Task instructions: Gather all lines in the records below that include the word "with".

Given data:
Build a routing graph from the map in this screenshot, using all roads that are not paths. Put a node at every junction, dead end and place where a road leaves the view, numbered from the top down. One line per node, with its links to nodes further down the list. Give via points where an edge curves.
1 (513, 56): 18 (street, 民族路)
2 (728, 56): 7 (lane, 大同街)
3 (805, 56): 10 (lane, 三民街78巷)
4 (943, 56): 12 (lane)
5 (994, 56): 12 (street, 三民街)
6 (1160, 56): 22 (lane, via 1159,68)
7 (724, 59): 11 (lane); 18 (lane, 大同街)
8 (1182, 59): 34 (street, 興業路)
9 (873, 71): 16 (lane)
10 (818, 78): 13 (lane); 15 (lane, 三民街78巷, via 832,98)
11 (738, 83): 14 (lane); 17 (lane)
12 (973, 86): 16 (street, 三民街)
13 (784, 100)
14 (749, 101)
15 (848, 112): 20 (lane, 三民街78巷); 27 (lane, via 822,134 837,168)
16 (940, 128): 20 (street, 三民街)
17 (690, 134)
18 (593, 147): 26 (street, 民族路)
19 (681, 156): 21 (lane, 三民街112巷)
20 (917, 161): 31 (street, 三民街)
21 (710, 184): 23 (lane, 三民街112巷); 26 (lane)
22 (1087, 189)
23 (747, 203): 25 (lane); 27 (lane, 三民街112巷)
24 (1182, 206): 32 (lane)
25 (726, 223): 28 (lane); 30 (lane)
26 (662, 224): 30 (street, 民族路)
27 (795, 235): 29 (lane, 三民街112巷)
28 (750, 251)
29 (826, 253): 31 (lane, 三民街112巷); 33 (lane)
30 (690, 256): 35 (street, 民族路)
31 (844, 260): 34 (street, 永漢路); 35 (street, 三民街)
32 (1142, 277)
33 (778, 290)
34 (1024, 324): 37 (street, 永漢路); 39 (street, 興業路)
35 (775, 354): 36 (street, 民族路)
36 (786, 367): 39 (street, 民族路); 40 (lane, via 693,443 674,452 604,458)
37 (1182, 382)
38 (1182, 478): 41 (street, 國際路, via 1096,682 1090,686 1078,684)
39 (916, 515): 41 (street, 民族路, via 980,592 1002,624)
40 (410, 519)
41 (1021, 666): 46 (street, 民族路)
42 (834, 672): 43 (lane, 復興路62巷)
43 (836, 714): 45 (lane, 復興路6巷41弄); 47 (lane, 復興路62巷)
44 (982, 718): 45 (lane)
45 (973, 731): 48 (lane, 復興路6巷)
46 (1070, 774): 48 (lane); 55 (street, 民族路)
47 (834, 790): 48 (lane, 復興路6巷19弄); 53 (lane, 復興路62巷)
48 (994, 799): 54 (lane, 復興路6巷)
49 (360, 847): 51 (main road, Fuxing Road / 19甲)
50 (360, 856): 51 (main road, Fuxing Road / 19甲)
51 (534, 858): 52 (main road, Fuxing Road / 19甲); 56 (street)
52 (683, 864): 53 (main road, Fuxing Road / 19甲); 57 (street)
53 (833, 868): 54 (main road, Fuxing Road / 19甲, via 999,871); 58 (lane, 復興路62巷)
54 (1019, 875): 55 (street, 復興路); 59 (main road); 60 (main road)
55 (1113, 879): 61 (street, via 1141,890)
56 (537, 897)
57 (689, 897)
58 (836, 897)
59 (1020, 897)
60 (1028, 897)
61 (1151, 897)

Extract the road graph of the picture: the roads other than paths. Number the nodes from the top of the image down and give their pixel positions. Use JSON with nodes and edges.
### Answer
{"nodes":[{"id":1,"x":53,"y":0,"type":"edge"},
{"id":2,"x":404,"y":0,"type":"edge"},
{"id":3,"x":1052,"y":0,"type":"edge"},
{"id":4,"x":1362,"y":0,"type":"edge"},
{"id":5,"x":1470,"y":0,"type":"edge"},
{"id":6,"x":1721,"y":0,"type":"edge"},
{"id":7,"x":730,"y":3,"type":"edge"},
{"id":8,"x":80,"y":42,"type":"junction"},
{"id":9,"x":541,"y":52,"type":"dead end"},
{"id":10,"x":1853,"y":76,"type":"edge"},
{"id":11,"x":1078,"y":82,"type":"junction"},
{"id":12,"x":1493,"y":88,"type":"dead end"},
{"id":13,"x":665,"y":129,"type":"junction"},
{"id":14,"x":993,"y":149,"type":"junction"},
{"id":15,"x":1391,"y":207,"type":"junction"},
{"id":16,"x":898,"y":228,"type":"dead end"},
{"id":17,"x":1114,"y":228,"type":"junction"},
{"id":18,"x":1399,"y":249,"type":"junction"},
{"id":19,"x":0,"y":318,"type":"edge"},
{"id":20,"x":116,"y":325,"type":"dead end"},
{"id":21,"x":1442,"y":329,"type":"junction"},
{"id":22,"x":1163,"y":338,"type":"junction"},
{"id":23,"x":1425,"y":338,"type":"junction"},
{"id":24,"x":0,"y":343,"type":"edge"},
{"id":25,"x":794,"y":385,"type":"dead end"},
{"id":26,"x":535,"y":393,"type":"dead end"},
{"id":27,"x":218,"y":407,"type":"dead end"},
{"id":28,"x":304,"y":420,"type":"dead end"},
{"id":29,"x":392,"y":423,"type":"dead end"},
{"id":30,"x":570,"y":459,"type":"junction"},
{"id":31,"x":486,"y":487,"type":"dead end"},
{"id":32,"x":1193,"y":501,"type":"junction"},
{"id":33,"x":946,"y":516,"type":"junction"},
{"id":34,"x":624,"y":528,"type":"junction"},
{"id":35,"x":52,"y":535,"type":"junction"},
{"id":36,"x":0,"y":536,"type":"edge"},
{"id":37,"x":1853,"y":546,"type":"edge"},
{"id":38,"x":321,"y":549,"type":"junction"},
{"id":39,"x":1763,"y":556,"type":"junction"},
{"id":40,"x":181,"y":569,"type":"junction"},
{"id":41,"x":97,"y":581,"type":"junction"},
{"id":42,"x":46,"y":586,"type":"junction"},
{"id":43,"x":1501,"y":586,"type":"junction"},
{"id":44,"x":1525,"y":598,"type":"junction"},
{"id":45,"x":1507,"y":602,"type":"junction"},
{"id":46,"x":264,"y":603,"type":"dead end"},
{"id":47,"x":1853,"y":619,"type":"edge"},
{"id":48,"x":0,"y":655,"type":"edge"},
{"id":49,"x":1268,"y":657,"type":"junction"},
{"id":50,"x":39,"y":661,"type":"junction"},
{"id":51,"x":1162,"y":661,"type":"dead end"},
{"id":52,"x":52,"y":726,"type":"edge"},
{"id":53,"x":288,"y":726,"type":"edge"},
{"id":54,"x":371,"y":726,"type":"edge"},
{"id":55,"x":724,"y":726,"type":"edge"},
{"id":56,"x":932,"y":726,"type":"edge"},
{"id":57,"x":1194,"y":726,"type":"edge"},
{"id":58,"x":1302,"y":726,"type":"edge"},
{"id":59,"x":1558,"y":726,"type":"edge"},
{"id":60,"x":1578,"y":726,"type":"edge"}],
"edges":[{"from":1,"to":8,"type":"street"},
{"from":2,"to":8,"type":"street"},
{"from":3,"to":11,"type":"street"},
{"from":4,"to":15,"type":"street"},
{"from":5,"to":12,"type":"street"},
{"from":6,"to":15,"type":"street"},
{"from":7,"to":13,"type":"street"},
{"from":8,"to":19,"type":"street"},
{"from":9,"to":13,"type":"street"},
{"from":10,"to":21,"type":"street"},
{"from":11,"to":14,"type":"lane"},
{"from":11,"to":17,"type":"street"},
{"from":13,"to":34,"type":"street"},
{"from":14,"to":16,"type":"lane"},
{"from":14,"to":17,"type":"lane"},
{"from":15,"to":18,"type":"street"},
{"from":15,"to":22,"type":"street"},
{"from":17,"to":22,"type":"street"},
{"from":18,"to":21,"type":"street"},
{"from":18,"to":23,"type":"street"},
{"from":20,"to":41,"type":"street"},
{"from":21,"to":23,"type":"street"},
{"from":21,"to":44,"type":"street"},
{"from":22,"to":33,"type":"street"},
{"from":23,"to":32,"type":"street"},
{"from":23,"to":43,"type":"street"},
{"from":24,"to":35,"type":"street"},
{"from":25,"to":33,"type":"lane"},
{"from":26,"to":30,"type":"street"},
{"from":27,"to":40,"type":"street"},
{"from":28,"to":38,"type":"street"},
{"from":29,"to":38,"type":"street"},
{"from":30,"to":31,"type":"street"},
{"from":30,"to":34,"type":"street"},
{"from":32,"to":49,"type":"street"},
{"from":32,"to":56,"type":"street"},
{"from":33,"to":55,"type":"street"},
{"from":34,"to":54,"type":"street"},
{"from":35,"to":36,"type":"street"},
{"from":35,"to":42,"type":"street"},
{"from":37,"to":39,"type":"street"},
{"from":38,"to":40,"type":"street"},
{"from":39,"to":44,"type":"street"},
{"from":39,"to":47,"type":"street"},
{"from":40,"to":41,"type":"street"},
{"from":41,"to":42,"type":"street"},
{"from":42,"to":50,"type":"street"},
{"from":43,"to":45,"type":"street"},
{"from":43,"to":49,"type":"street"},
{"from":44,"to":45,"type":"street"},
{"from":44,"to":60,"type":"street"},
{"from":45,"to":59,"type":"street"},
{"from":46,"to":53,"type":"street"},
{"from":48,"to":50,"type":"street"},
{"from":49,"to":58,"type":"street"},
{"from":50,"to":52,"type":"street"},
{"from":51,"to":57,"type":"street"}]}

Answer box:
Build a routing graph from the map in this screenshot, using all roads that are not paths. Put a node at every junction, dead end and place where a road leaves the view, numbered from the top down. One line per node, with its links to nodes further down the list. Give via points where an edge curves.
Extract the road graph of the picture: the roads other than paths. Number the nodes from the top of the image down and give their pixel positions. Use JSON with nodes and edges.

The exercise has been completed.